- Opening Delimiter -

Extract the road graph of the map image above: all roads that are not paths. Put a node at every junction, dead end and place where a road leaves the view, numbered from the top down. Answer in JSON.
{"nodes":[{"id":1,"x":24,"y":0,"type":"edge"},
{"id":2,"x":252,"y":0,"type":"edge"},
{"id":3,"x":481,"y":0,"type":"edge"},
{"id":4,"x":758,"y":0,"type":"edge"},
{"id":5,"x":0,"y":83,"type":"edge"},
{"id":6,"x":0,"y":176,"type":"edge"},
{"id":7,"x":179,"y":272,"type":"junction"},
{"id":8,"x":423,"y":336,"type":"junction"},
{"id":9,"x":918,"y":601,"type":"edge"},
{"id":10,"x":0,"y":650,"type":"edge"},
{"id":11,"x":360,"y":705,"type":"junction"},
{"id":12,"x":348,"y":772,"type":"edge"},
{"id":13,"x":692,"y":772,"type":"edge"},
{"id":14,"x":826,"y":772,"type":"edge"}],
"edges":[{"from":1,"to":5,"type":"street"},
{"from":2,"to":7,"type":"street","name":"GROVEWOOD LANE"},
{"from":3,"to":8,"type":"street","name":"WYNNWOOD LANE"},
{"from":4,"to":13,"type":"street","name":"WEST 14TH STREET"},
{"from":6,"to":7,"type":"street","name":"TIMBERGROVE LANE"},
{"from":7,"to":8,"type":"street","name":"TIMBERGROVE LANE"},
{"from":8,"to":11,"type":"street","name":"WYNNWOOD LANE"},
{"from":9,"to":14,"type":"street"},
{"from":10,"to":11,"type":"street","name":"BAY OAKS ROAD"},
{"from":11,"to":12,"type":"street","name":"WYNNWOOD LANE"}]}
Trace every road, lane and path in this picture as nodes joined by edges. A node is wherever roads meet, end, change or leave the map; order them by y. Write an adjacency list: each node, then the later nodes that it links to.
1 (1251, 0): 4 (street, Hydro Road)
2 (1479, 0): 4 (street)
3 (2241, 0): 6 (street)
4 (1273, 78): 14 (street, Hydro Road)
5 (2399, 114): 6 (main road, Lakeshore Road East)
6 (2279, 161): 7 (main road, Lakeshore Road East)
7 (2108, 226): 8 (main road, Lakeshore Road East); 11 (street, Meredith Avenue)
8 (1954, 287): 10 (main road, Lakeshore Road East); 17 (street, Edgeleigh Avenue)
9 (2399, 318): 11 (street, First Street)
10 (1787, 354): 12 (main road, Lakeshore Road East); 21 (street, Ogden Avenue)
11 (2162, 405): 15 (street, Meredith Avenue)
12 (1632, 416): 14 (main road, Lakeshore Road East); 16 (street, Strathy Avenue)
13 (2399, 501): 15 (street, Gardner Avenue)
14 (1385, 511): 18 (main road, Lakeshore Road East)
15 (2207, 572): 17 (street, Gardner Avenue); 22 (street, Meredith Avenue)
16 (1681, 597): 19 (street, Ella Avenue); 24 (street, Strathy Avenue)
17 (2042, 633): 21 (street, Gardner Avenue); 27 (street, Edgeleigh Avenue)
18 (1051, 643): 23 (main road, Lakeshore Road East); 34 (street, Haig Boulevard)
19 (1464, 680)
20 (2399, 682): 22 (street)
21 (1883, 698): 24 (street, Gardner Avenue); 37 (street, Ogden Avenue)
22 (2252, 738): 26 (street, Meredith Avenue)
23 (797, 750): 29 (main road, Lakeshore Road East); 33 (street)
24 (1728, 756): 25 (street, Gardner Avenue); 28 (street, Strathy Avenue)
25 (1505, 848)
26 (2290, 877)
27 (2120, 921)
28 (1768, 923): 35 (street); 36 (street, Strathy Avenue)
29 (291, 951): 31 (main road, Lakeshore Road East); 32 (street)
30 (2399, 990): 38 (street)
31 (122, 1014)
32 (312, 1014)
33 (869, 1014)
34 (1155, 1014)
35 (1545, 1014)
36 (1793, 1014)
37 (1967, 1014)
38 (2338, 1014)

- Closing Delimiter -

--- Exercise aim ---
Line by line, output the records exactly as given.

--- Problem solution ---
Extract the road graph of the map image above: all roads that are not paths. Put a node at every junction, dead end and place where a road leaves the view, numbered from the top down. Answer in JSON.
{"nodes":[{"id":1,"x":24,"y":0,"type":"edge"},
{"id":2,"x":252,"y":0,"type":"edge"},
{"id":3,"x":481,"y":0,"type":"edge"},
{"id":4,"x":758,"y":0,"type":"edge"},
{"id":5,"x":0,"y":83,"type":"edge"},
{"id":6,"x":0,"y":176,"type":"edge"},
{"id":7,"x":179,"y":272,"type":"junction"},
{"id":8,"x":423,"y":336,"type":"junction"},
{"id":9,"x":918,"y":601,"type":"edge"},
{"id":10,"x":0,"y":650,"type":"edge"},
{"id":11,"x":360,"y":705,"type":"junction"},
{"id":12,"x":348,"y":772,"type":"edge"},
{"id":13,"x":692,"y":772,"type":"edge"},
{"id":14,"x":826,"y":772,"type":"edge"}],
"edges":[{"from":1,"to":5,"type":"street"},
{"from":2,"to":7,"type":"street","name":"GROVEWOOD LANE"},
{"from":3,"to":8,"type":"street","name":"WYNNWOOD LANE"},
{"from":4,"to":13,"type":"street","name":"WEST 14TH STREET"},
{"from":6,"to":7,"type":"street","name":"TIMBERGROVE LANE"},
{"from":7,"to":8,"type":"street","name":"TIMBERGROVE LANE"},
{"from":8,"to":11,"type":"street","name":"WYNNWOOD LANE"},
{"from":9,"to":14,"type":"street"},
{"from":10,"to":11,"type":"street","name":"BAY OAKS ROAD"},
{"from":11,"to":12,"type":"street","name":"WYNNWOOD LANE"}]}
Trace every road, lane and path in this picture as nodes joined by edges. A node is wherever roads meet, end, change or leave the map; order them by y. Write an adjacency list: each node, then the later nodes that it links to.
1 (1251, 0): 4 (street, Hydro Road)
2 (1479, 0): 4 (street)
3 (2241, 0): 6 (street)
4 (1273, 78): 14 (street, Hydro Road)
5 (2399, 114): 6 (main road, Lakeshore Road East)
6 (2279, 161): 7 (main road, Lakeshore Road East)
7 (2108, 226): 8 (main road, Lakeshore Road East); 11 (street, Meredith Avenue)
8 (1954, 287): 10 (main road, Lakeshore Road East); 17 (street, Edgeleigh Avenue)
9 (2399, 318): 11 (street, First Street)
10 (1787, 354): 12 (main road, Lakeshore Road East); 21 (street, Ogden Avenue)
11 (2162, 405): 15 (street, Meredith Avenue)
12 (1632, 416): 14 (main road, Lakeshore Road East); 16 (street, Strathy Avenue)
13 (2399, 501): 15 (street, Gardner Avenue)
14 (1385, 511): 18 (main road, Lakeshore Road East)
15 (2207, 572): 17 (street, Gardner Avenue); 22 (street, Meredith Avenue)
16 (1681, 597): 19 (street, Ella Avenue); 24 (street, Strathy Avenue)
17 (2042, 633): 21 (street, Gardner Avenue); 27 (street, Edgeleigh Avenue)
18 (1051, 643): 23 (main road, Lakeshore Road East); 34 (street, Haig Boulevard)
19 (1464, 680)
20 (2399, 682): 22 (street)
21 (1883, 698): 24 (street, Gardner Avenue); 37 (street, Ogden Avenue)
22 (2252, 738): 26 (street, Meredith Avenue)
23 (797, 750): 29 (main road, Lakeshore Road East); 33 (street)
24 (1728, 756): 25 (street, Gardner Avenue); 28 (street, Strathy Avenue)
25 (1505, 848)
26 (2290, 877)
27 (2120, 921)
28 (1768, 923): 35 (street); 36 (street, Strathy Avenue)
29 (291, 951): 31 (main road, Lakeshore Road East); 32 (street)
30 (2399, 990): 38 (street)
31 (122, 1014)
32 (312, 1014)
33 (869, 1014)
34 (1155, 1014)
35 (1545, 1014)
36 (1793, 1014)
37 (1967, 1014)
38 (2338, 1014)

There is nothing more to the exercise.